§ **TASK REQUIREMENTS**
A verbatim transcript of the lines below, starting at the first and ending with the one that holds "const poly = rows", is what should be produced.

[Stored items]
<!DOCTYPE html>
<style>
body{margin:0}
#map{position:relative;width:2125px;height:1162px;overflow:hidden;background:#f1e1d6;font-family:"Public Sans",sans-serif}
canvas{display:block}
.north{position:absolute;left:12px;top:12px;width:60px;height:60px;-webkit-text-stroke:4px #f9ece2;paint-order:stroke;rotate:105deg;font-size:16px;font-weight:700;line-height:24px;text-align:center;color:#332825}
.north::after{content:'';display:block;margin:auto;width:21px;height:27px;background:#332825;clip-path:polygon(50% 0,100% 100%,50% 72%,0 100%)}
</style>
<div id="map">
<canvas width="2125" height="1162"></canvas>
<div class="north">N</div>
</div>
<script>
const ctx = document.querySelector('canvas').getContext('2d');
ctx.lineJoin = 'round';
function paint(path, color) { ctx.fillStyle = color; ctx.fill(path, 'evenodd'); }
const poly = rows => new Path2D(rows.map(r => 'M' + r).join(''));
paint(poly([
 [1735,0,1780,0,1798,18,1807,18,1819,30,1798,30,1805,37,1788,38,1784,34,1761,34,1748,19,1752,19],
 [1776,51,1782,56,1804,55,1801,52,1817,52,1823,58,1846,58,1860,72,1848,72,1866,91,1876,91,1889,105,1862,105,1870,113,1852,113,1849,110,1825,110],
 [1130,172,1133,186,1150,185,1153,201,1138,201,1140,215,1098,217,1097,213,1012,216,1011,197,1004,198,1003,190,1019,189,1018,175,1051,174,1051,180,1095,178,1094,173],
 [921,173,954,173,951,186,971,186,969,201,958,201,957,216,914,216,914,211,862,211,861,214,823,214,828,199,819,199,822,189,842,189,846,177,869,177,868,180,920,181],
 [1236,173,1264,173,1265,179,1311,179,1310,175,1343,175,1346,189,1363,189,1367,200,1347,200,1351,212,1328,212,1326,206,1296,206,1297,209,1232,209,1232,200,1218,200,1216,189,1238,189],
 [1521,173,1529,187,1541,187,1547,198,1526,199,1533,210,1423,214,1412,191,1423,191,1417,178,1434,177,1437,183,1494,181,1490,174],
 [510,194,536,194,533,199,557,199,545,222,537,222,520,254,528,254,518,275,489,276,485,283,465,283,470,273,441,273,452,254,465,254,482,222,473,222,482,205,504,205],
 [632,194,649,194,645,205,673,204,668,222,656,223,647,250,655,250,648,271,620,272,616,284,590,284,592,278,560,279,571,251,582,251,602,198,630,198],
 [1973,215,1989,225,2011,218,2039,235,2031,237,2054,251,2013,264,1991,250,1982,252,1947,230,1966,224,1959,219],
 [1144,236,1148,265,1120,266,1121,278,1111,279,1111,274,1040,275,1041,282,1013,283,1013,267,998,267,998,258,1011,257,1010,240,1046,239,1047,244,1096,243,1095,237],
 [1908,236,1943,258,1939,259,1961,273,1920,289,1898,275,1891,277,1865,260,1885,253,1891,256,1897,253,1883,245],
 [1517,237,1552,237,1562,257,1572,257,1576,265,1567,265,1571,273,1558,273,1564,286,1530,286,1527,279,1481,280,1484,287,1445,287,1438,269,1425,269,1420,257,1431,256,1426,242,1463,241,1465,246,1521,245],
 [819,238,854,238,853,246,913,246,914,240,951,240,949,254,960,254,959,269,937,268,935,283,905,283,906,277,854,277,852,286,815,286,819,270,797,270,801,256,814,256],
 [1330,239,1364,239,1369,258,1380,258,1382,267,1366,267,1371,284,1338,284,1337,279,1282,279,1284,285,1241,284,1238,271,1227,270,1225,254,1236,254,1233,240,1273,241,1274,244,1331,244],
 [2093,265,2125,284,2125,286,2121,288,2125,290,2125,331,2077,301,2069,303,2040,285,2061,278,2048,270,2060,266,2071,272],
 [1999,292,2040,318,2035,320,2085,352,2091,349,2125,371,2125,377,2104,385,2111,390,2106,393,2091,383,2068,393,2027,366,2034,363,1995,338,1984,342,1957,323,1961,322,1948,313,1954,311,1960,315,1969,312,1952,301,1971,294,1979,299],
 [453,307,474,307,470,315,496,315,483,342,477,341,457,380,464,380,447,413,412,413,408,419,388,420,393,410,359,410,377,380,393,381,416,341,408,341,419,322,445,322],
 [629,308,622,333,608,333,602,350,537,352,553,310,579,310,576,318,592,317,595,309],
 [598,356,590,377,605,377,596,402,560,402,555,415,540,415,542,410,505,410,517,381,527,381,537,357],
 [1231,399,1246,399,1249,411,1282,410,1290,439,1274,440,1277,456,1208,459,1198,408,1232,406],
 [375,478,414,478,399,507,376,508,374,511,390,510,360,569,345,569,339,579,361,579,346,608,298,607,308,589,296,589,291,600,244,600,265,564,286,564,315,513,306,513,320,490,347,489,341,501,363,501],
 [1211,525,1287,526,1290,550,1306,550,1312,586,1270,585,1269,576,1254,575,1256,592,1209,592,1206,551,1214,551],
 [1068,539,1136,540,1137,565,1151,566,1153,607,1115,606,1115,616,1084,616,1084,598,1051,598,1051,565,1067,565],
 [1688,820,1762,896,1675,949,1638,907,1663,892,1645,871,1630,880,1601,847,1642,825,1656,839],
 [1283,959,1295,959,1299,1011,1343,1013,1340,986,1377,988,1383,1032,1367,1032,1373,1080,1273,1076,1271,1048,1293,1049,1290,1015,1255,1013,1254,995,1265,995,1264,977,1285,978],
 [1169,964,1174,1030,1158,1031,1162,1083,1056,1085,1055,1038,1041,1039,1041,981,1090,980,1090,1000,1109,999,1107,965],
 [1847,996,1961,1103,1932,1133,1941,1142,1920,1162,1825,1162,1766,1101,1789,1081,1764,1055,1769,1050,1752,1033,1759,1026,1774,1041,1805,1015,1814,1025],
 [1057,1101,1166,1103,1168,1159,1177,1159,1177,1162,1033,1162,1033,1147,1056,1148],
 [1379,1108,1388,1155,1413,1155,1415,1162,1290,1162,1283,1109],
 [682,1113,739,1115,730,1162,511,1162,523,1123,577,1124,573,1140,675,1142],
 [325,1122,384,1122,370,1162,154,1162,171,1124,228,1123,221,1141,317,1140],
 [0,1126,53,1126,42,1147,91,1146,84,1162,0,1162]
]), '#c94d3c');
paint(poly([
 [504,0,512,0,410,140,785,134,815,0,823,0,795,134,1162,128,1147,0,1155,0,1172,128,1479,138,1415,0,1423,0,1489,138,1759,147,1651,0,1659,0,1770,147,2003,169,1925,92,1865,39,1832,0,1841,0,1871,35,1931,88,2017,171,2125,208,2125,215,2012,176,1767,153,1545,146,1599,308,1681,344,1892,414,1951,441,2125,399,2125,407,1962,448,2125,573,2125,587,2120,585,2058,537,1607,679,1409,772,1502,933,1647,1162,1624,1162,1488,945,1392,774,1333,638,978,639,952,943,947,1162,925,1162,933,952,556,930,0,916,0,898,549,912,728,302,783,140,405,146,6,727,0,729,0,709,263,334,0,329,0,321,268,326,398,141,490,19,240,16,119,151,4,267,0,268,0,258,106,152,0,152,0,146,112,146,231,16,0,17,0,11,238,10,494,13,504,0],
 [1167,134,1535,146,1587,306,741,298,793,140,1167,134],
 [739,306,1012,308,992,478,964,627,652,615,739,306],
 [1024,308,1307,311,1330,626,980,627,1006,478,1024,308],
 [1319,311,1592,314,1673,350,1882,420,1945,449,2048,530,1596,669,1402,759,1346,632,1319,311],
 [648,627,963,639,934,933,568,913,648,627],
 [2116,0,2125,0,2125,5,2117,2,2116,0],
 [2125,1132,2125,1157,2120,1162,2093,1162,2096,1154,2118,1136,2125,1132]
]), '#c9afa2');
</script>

§ **REPLY TO THE EXERCISE**
<!DOCTYPE html>
<style>
body{margin:0}
#map{position:relative;width:2125px;height:1162px;overflow:hidden;background:#f1e1d6;font-family:"Public Sans",sans-serif}
canvas{display:block}
.north{position:absolute;left:12px;top:12px;width:60px;height:60px;-webkit-text-stroke:4px #f9ece2;paint-order:stroke;rotate:105deg;font-size:16px;font-weight:700;line-height:24px;text-align:center;color:#332825}
.north::after{content:'';display:block;margin:auto;width:21px;height:27px;background:#332825;clip-path:polygon(50% 0,100% 100%,50% 72%,0 100%)}
</style>
<div id="map">
<canvas width="2125" height="1162"></canvas>
<div class="north">N</div>
</div>
<script>
const ctx = document.querySelector('canvas').getContext('2d');
ctx.lineJoin = 'round';
function paint(path, color) { ctx.fillStyle = color; ctx.fill(path, 'evenodd'); }
const poly = rows => new Path2D(rows.map(r => 'M' + r).join(''));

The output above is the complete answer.